As the expedition leader, Professor Tomkins is more thickheaded than hard-nosed.  His passion for imparting science on his students comes with a staunch refusal to believe anyone might know something he does not.  When one student reports finding a dead body that is not part of his test, Tomkins replies, “impossible,” and orders her back on assignment.  This is not a Bigfoot sighting or a shadow in the trees.  The girl is speaking to him on a walkie-talkie while standing over a corpse and he insists it could not really be happening.

For a university science team, this group can be ridiculously dense.  Then again, the professor does vanish for a fair chunk of the runtime, only to reunite with his surviving pupils at sunup, so maybe he had the sense to stay hidden while everyone else dealt with the undead threat.  Or actor Michael Shanks was unavailable for those shooting days and the script decided to leave the curious disappearance unexplained.  After all, the movie is more concerned with effect than cause, as black ooze from a leaky drum is the extent of the explanation for why the dead are attacking in the first place.

The saving grace for “13 Eerie” is that it boasts some of the best zombie makeup FX not created by KNB.  Already intimidating with their face and neck tattoos, former inmates are given full body makeovers of undead flesh and open wounds.  The blood also runs dark brown instead of bright red and it adds a distinct gruesomeness to scenes of organ chewing and intestine ripping.

There are also several fantastic gags.  Particularly memorable is the scene of a zombie pulling her impaled face off a tool stuck to the wall.  Key Makeup FX artist Emersen Ziffle and his team pulled off an outstanding job and their impressive work is an enormous win.  Another notable kill is one of the students using a chemical concoction to stop a chasing corpse.  This is the kind of unique element there should have been more of given the science retreat setting.  Too many of the other moments instead deliver the same style of zombie violence found in any average episode of “The Walking Dead.”
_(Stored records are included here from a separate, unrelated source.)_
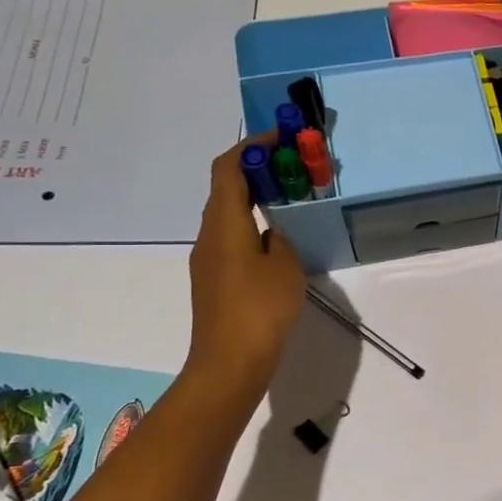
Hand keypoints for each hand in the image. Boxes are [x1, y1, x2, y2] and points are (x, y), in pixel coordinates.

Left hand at [182, 140, 304, 408]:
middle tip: (293, 168)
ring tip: (291, 200)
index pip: (228, 168)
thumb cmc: (260, 309)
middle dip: (257, 170)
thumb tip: (272, 230)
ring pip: (230, 215)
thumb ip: (280, 238)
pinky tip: (279, 241)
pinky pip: (232, 238)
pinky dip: (254, 225)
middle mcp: (209, 235)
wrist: (229, 363)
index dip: (251, 146)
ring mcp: (208, 260)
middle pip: (226, 188)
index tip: (280, 137)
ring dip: (256, 199)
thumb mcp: (285, 266)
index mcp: (224, 224)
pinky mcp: (215, 281)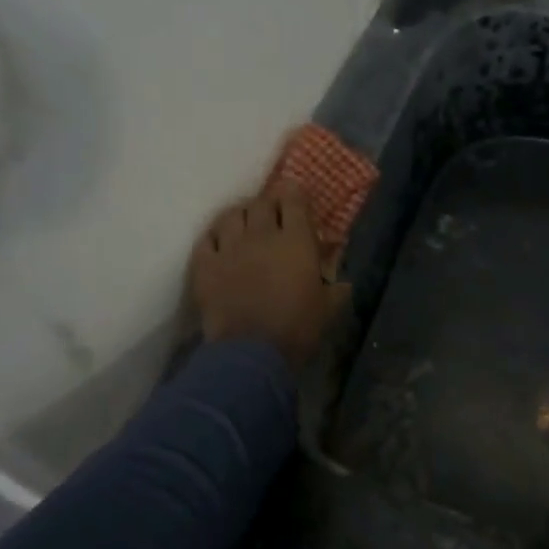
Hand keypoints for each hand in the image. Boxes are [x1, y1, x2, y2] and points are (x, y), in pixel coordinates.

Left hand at [190, 189, 348, 369]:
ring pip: (231, 215)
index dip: (295, 194)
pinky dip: (215, 237)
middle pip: (261, 203)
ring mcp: (229, 248)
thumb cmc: (297, 329)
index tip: (297, 198)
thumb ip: (336, 290)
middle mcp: (261, 235)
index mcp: (296, 241)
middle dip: (268, 204)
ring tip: (245, 225)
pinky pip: (207, 239)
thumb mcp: (328, 310)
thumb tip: (342, 283)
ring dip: (241, 216)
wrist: (251, 353)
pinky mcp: (205, 266)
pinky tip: (220, 243)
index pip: (293, 200)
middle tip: (273, 214)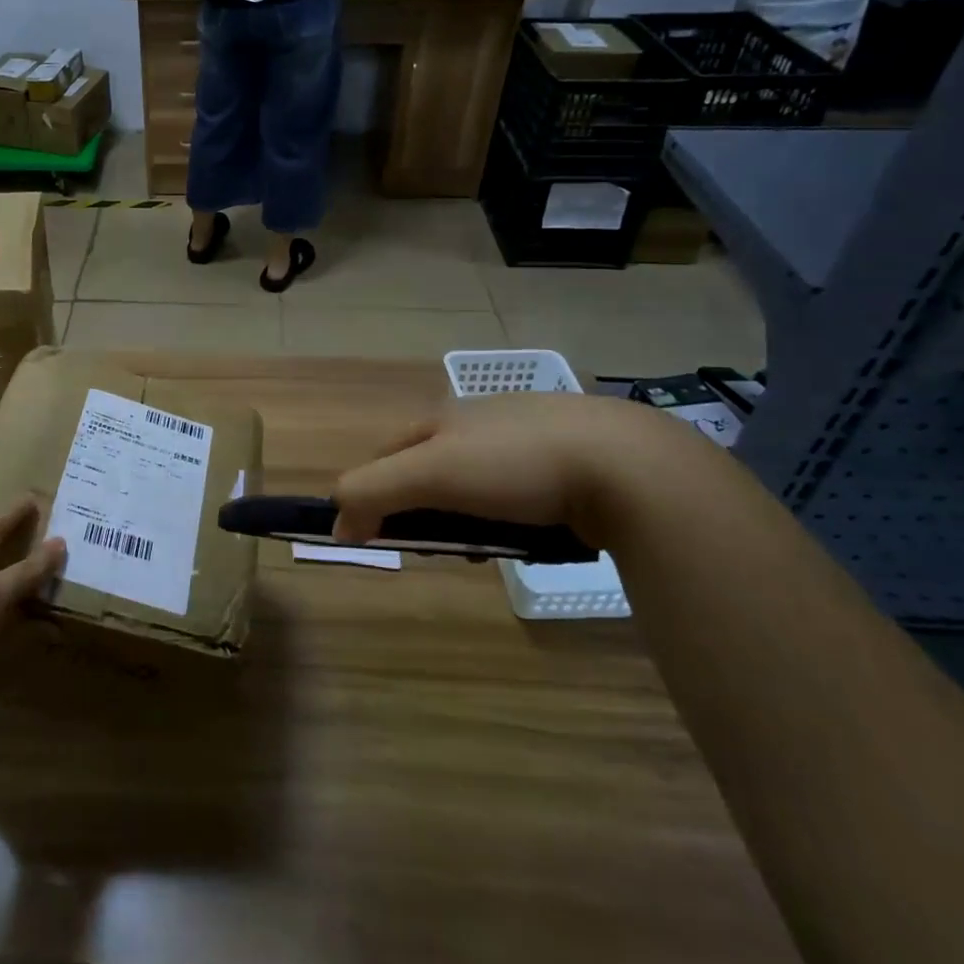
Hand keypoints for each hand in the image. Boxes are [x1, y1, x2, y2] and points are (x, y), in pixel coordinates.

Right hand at [333, 392, 690, 548]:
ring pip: (476, 483)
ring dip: (468, 517)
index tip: (377, 535)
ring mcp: (528, 439)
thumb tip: (336, 525)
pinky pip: (521, 493)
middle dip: (423, 508)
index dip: (371, 491)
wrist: (628, 465)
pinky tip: (531, 535)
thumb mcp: (430, 473)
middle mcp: (481, 421)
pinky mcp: (571, 463)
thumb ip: (372, 492)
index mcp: (444, 416)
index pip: (386, 453)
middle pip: (430, 468)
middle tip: (437, 544)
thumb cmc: (515, 463)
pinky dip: (512, 517)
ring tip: (486, 547)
“13 Eerie” does scratch the itch for zombie-fueled mayhem and flesh-eating gore.  The movie delivers in the production value department despite its low budget, including an overturned and exploding prison bus for added measure.  Unfortunately, the story gives up on adding any real depth to the eye candy and the interchangeable characters are just grist for the mill.  Those content with any excuse to see the dead eat the living in satisfyingly horrible ways can add “13 Eerie” to their list.  But expecting a fresh entry in the overcrowded zombie sub-genre would be a mistake, as this premise only goes so far.